While conducting his research, he wore wet suits made of neoprene, about one-quarter-inch (0.64 cm) thick, Ray told Live Science. While studying Weddell seals near Antarctica, he and his colleagues could spend up to an hour in the water under several feet of surface ice before they had to exit to warm up. During one dive ascent, Ray recalled, parts of his regulator froze, leaving him to compete with a curious seal for access to a shared breathing hole in the ice, while his colleagues ran to get their cameras.
And swimming in such cold water came at a high energy cost, Ray added, estimating that he and the other divers burned about 5,000 calories per day.
Conditions at Coney Island on New Year's Day should be somewhat less extreme, though still intense and invigorating — and that's exactly what draws people to the Polar Bear Club plunge, Thomas said.
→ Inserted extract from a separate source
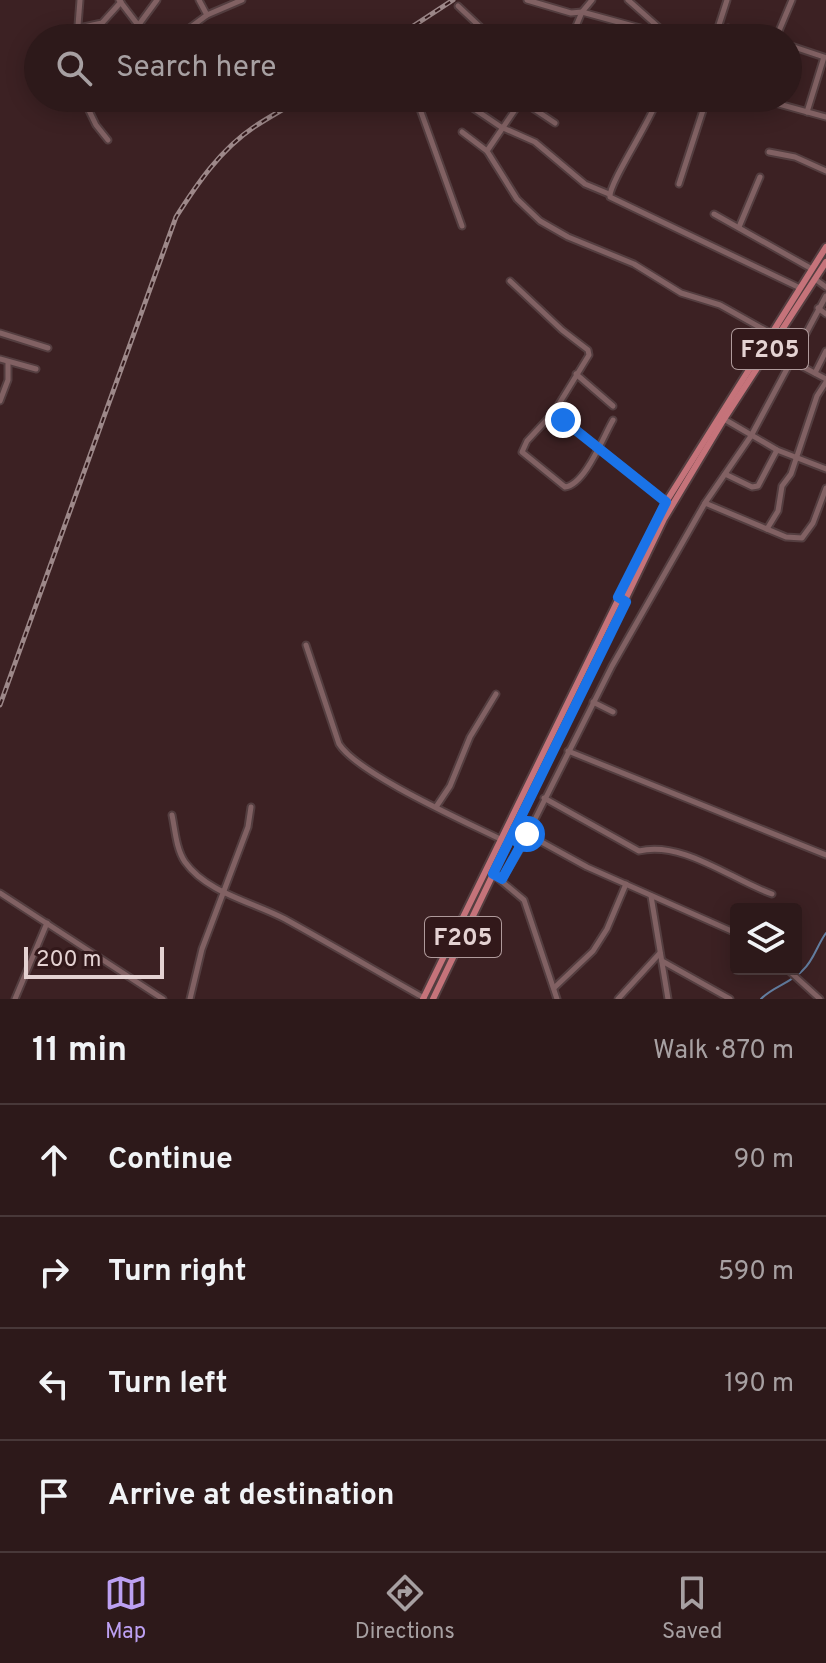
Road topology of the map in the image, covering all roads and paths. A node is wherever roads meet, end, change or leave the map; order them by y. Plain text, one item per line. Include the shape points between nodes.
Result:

"In New York City, it's a bit of a stressful town, right?" Thomas said. "Parking, rent, subways, jobs and all the pressure we have. And once you go into the water, you cannot think of those things at all. I guarantee it. In that sense, it's really refreshing."
The Coney Island event is free, but the club suggests that participants make a donation to Camp Sunshine, a year-round retreat for children with life-threatening illnesses, which the Polar Bear Club has supported since 2007.